Virologe Hendrik Streeck hält eine beginnende Lockerung der strengen Auflagen im Zuge der Coronavirus-Pandemie für möglich. Weil die meisten Menschen „so aktiv und diszipliniert“ mitmachten, sei es jetzt möglich, in eine „Phase zwei“ einzutreten, sagte Streeck am Donnerstag. Wichtig sei allerdings, dass hygienische Verhaltensweisen weiterhin eingehalten würden. „Wir haben gelernt, wie wir uns hygienisch richtig verhalten“, sagte Streeck.
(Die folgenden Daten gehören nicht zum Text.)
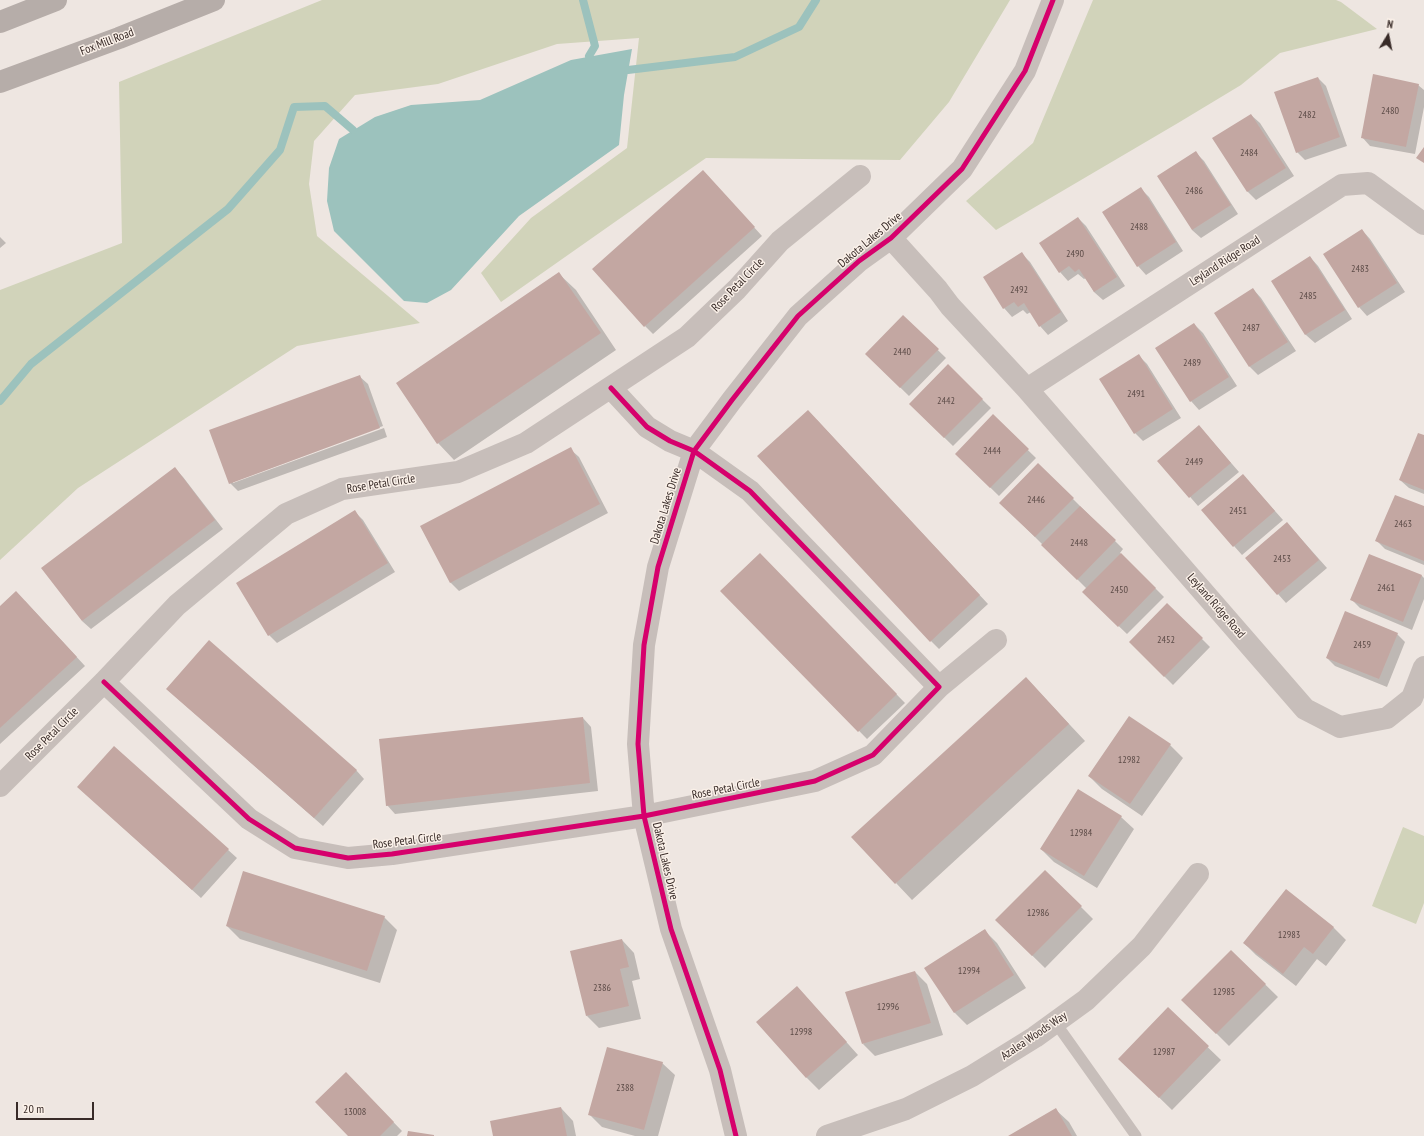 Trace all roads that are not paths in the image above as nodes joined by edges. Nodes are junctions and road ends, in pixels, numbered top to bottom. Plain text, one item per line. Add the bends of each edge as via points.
1 (56, 0) edge
2 (214, 0) edge
3 (1054, 0) edge
4 (0, 22) edge
5 (0, 82) edge
6 (860, 176) dead end
7 (1424, 224) edge
8 (891, 238) junction
9 (611, 388) junction
10 (1027, 389) junction
11 (694, 451) junction
12 (996, 640) dead end
13 (1424, 667) edge
14 (104, 682) junction
15 (938, 687) junction
16 (0, 786) edge
17 (644, 816) junction
18 (1198, 874) dead end
19 (1055, 1022) junction
20 (736, 1136) edge
21 (827, 1136) edge
22 (1136, 1136) edge

1 - 4 main road
2 - 5 main road, Fox Mill Road
3 - 8 street, Dakota Lakes Drive via 1025,71 962,169
6 - 9 street, Rose Petal Circle via 780,241 737,289 687,337
7 - 10 street, Leyland Ridge Road via 1368,184 1342,185
8 - 10 street, Leyland Ridge Road
8 - 11 street, Dakota Lakes Drive via 859,261 798,316
9 - 11 street via 647,427 670,441
9 - 14 street, Rose Petal Circle via 526,443 458,472 342,490 286,514 177,605
10 - 13 street, Leyland Ridge Road via 1305,709 1340,727 1386,718 1412,698
11 - 15 street via 750,491
11 - 17 street, Dakota Lakes Drive via 658,567 644,645 638,744
12 - 15 street, Rose Petal Circle
14 - 16 street, Rose Petal Circle
14 - 17 street, Rose Petal Circle via 249,820 295,848 348,858 392,854
15 - 17 street, Rose Petal Circle via 873,755 815,781
17 - 20 street, Dakota Lakes Drive via 671,929 720,1070
18 - 19 street, Azalea Woods Way via 1142,946 1086,1000
19 - 21 street, Azalea Woods Way via 959,1083 906,1109
19 - 22 lane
Der Wissenschaftler von der Uni Bonn untersucht im Auftrag der NRW-Landesregierung, wie sich das Coronavirus im besonders betroffenen Kreis Heinsberg ausgebreitet hat. Mittlerweile gibt es einen ersten Zwischenbericht.
In der besonders vom Coronavirus betroffenen Gemeinde Gangelt ist der Studie zufolge bei 15 Prozent der untersuchten Bürger eine Infektion nachgewiesen worden. Bei diesen ersten, aber wissenschaftlich schon repräsentativen Zwischenergebnissen handele es sich um eine eher konservative Berechnung, sagte der Virologe. Demnach hätten nun 15 Prozent der Bürger in der Gemeinde auch eine Immunität gegen das Virus ausgebildet.
Die Wahrscheinlichkeit, an der Krankheit zu sterben, liege dort bezogen auf die Gesamtzahl der Infizierten bei 0,37 Prozent. Die in Deutschland derzeit von der amerikanischen Johns Hopkins University berechnete entsprechende Rate betrage 1,98 Prozent und liege damit um das Fünffache höher, sagte Streeck.
Der Landrat des Kreises Heinsberg Stephan Pusch (CDU) sagte, die restriktiven Schutzmaßnahmen zeigten Wirkung. Die Kurve der Infektionszahlen flache ab. „Der Kreis Heinsberg ist an einer riesengroßen Katastrophe vorbei geschlittert.“ Hygiene-Professor Martin Exner sagte, dass Bewohner von Alten- und Pflegeheimen weiter streng geschützt werden müssten. In bestimmten Bereichen des öffentlichen Lebens könne man unter Einhaltung von Hygienemaßnahmen und Abstandsregeln die Auflagen zwar „kontrolliert zurückfahren.“ Aber in Alten- und Pflegeheimen müsse weiterhin eine „restriktive Politik“ aufrechterhalten werden.
Es sei „nicht auszuschließen, dass eine längere Zeit der Abstinenz zu den besonders gefährdeten Bevölkerungsgruppen aufrechterhalten werden muss“, sagte Exner in der gemeinsamen Pressekonferenz mit Hendrik Streeck. Das Tragen eines Mundschutzes sei in Altenheimen ganz besonders wichtig. Daher seien besonders in diesem Bereich Investitionen in Schutzmaterial notwendig. Er hielt es auch für möglich, Abiturprüfungen abzuhalten, wenn Abstand und Hygiene-Maßnahmen eingehalten würden.
Exner unterstrich die Bedeutung von Hygienemaßnahmen im Kampf gegen das Coronavirus. Das Virus könne über einen langen Zeitraum auch auf Flächen überleben. Um eine Corona-Infektion auszulösen, müsse das Virus aber in die Schleimhäute gelangen – etwa über Mund oder Augen. Gründliches Waschen der Hände mit Seife löse die Viren gut ab und könne sie „inaktivieren“, sagte der Direktor des Instituts für Hygiene und Öffentliche Gesundheit. Es klinge banal, sei aber wichtig, solche Hygiene-Maßnahmen zu trainieren. Hauptsächlich werde das Virus aber durch Tröpfcheninfektion übertragen – etwa durch Husten. Deshalb sei das Tragen von Mundschutz in Krankenhäusern unerlässlich.
Auch Gunther Hartmann, Professor für Klinische Chemie und Pharmakologie an der Universität Bonn, berichtete, nach ersten vorsichtigen Einschätzungen sei davon auszugehen, dass der Schweregrad der Erkrankung über Hygienemaßnahmen reduziert werden könnte. „Die Zahl der Erreger hat bei Erstinfektionen Einfluss auf den Schweregrad der Erkrankung.“ Derzeit sei davon ausgehen, dass die Immunität nach einer Coronavirus-Infektion etwa sechs bis 18 Monate anhalte.